As he walked he was reminded of a conversation he'd had once with his friend Mark about this strangely empty milk bar. Mark came up with the theory that it was a front for a drug dealing operation. Jason thought this was pretty funny, if unlikely. He figured it was more likely that the guy running it owned the place and had been running it for decades, and was simply reluctant to close the shop that he'd put so much time into.
"What the hell, I might as well check it out," he said as he came to the milk bar. He walked in the door.
Inside the milk bar, it looked like the place hadn't changed since the fifties. Old wooden shelves with chipped paint were sparsely populated with faded chip packets and jars of lollies with peeling-off labels. A counter covered with old-fashioned, peeling Laminex stood, with some milk-shake glasses and shakers, an old-fashioned cash register, a bell and other odds and ends. A glass-doored refrigerator behind the counter, with the seals peeling off, contained soft drinks which were probably the newest (or maybe "least old" is a better term, he thought) items in the whole shop. The shopkeeper was nowhere to be seen, so he rang the bell.

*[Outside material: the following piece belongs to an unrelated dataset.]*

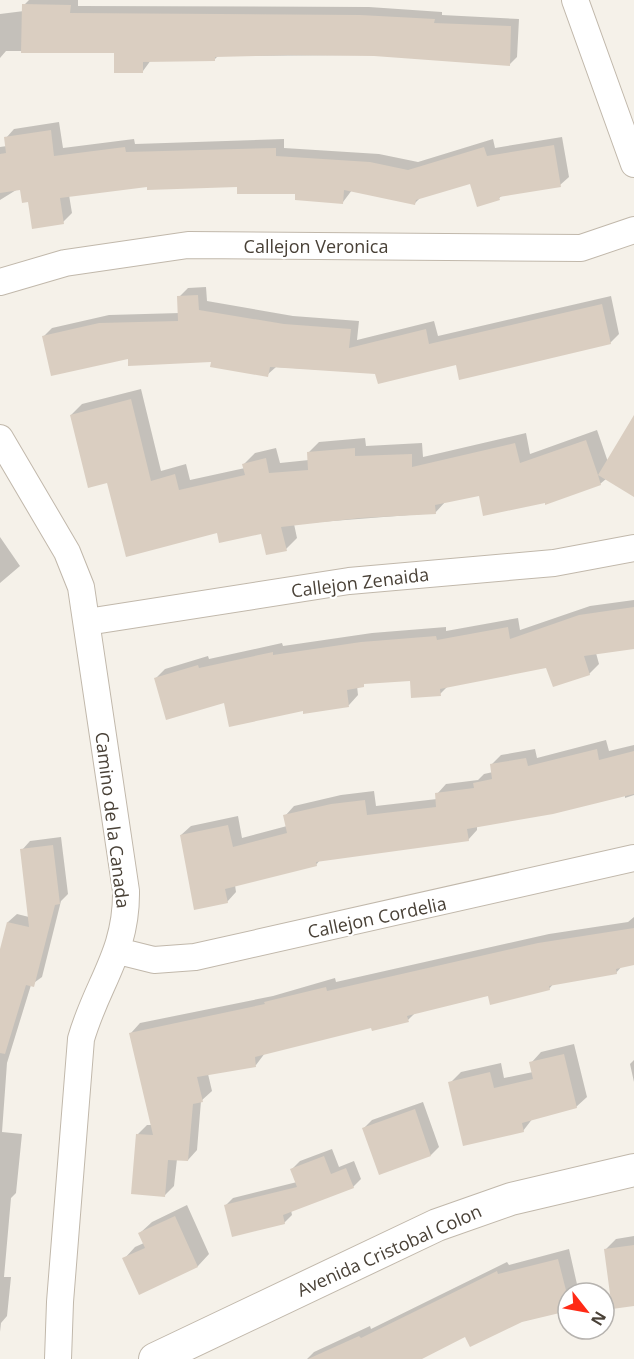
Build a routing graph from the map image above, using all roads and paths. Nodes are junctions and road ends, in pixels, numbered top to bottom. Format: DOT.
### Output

From somewhere behind a doorway behind the counter, he heard a quiet, surprised noise, and a few seconds later the shopkeeper appeared. An man seemingly in his late sixties, he wore starchy, white clothes with an old-fashioned, striped apron. "Hello," he said, smiling as if the appearance of a customer had made his day.
"Hi," said Jason.
"What can I get you?" the old shopkeeper said eagerly.
"Uh, can I just get a Coke please?"
The shopkeeper smiled. "Sure," he said, and started to turn to the fridge. Suddenly he turned back to Jason and paused. "Coke?"
"Um. Yeah," Jason said, wondering how the old man could have forgotten so quickly. The old man looked at him for another couple of seconds, and then nodded as if in understanding of some unpoken message. He reached under the counter, and pulled out a small wooden box, placed it on the counter and carefully removed the lid.
Jason couldn't believe what he saw. Inside the box were dozens of snap-lock bags containing various amounts and types of white powder and pills.
"How much you want?" said the shopkeeper. Jason just stared at the bags, speechless, and then looked up at the man. Suddenly, he started to giggle, and before he knew it had burst into uncontrollable laughter. As he stood in the shop, bent double and laughing his head off, the old man looked slightly embarrased, closed the lid of the box and placed it back behind the counter.
After a minute or so Jason stopped laughing and turned back to the shopkeeper. "Coca-Cola, mate," he said, still giggling. "Brown stuff, comes in a curvy bottle?"
"Right, right," the old man said, still looking embarrased. He opened the fridge and grabbed a bottle of Coke, placing it on the counter. Jason paid for the drink, said "cheers mate," and turned to leave, still chuckling to himself.
"Wait," said the old man. Jason turned to face him. "You won't... uh, you won't tell anyone about this, will you? What I'm doing here, I mean..."
"Nah mate," he said. "I won't tell anyone."
"Thanks," the shopkeeper smiled.
"I should be thanking you," Jason grinned back. "That's the best laugh I've had all week."